The Oxien bottle with the minotaur is from Augusta, Maine circa 1890.  

 -Sam


----------



## bigkitty53 (Jun 27, 2005)

Whiskey,
 You've got some WEIRD STUFF there, man!COOL![8D]

 Did you dig that lot?Lemme guess,your site was the Original Hare Krisna camp,right?Barnum and Bailey Circus Winter campground,maybe?

 [][][]

 KAT


----------



## whiskeyman (Jul 1, 2005)

KAT..glad ya liked my weird bottles...I may have some more....gonna look around a bit and see what else I can take pics of.

 I dug #1, 2 ,& the last one..all in a local patent medicine company dumping area  circa 1900-16...dunno if they were practicing Hare Krishnas or not...and Barnum ain't never been here...HA!

 MEECH...yeah, I edited the post before ya caught me...[]
 The Sultan Drug Co bottle is also a small one. May post a pic later.

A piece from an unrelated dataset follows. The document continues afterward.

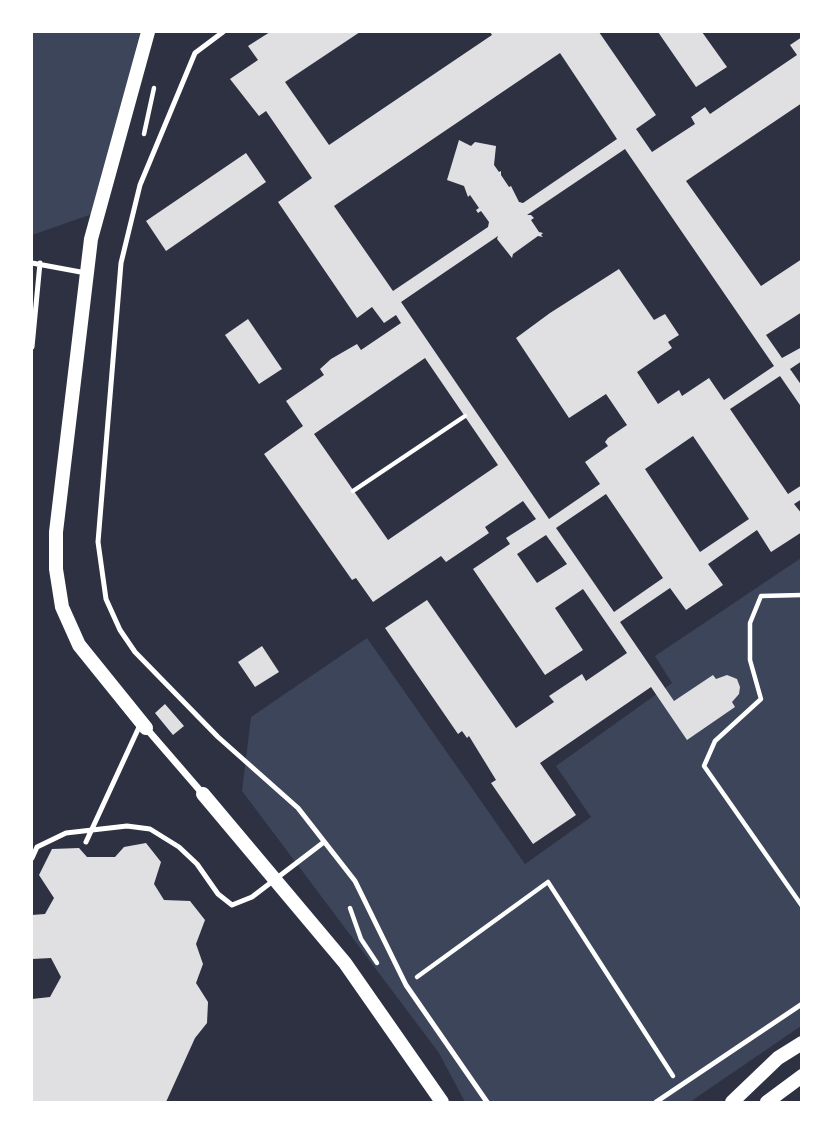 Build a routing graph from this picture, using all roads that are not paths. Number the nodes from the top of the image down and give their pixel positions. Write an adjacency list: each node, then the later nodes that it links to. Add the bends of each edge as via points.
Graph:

 Yep, it is a tiny spoon with a small bowl...just enough for a snort perhaps.
 Maybe part of a child's play set?


----------



## JOETHECROW (Sep 3, 2005)

Mr. Whiskeyman!...I dug an identical bottle to your tiny amber cylinder , around 20 years ago, and have marveled many times over what it could've held....it sit's w/ some of my other small oddities and bottles ....oh, how I miss the old gates hollow dump... (I suspect it may have held contents to be injected?[:'(].. but I'm open for suggestions too...


----------



## braddboi (Sep 15, 2005)

hey wiskeyman wanna sell the fat baby bottle?????????? nice finds


----------



## ronvae (Sep 15, 2005)

They're all really cool, but the one with the baby snake & salamander has GOT to be some sort of magic/vodoo charm...which means somebody wanted something really badly, or they were really scared of something...I bet there was a real drama behind that one...[]


----------



## swizzle (Sep 15, 2005)

I thought the bottle with the snake and the salamander were probably put in there by a kid wanting to see them fight. I like your voodoo theory too. The fat baby bottle is PHAT. I think its cute and cool. Swiz


----------



## diginit (Sep 16, 2005)

I really like the charm bottle. Snakes and salamanders were often used in witchcraft. It most likely had some sort of liquid in it too. I couldn't tell you wheather it was a curse or a cure. Don't break it! As this would shatter any past effects and bring the blunt to you. If things are going good for you, keep it in a safe place. If not, I would actually rebury it where it was recovered.
   If you are really curious, call a witchcraft/potion and spell book store. (seriously) Most owners of these places are very experienced in the occult. There are one or two in most towns. I wouldn't cross one of these guys. Just might wind up in a bottle yourself.


----------



## maxmusic (Dec 6, 2005)

Whiskeyman,

  I don't have any answers, but as a thought how about powdered aspirin like Goody's sold frequently in the south?

 max


----------



## pupman (Dec 7, 2005)

Hi Whiskey man,great little items! That snake is familiar! My partner while digging an 1840's outhouse ,came up with a little snake inside a lubins perfume bottle filled(we believe)with formaldyhde. An early naturalist in the making! Kev(pup)


----------



## GuntherHess (Dec 7, 2005)

The small glass spoon is probably from an open salt cellar set.


----------



## whiskeyman (Jan 1, 2006)

hey RONVAE ...never thought of the snake-salamander bottle being a type of voodoo charm...Neat!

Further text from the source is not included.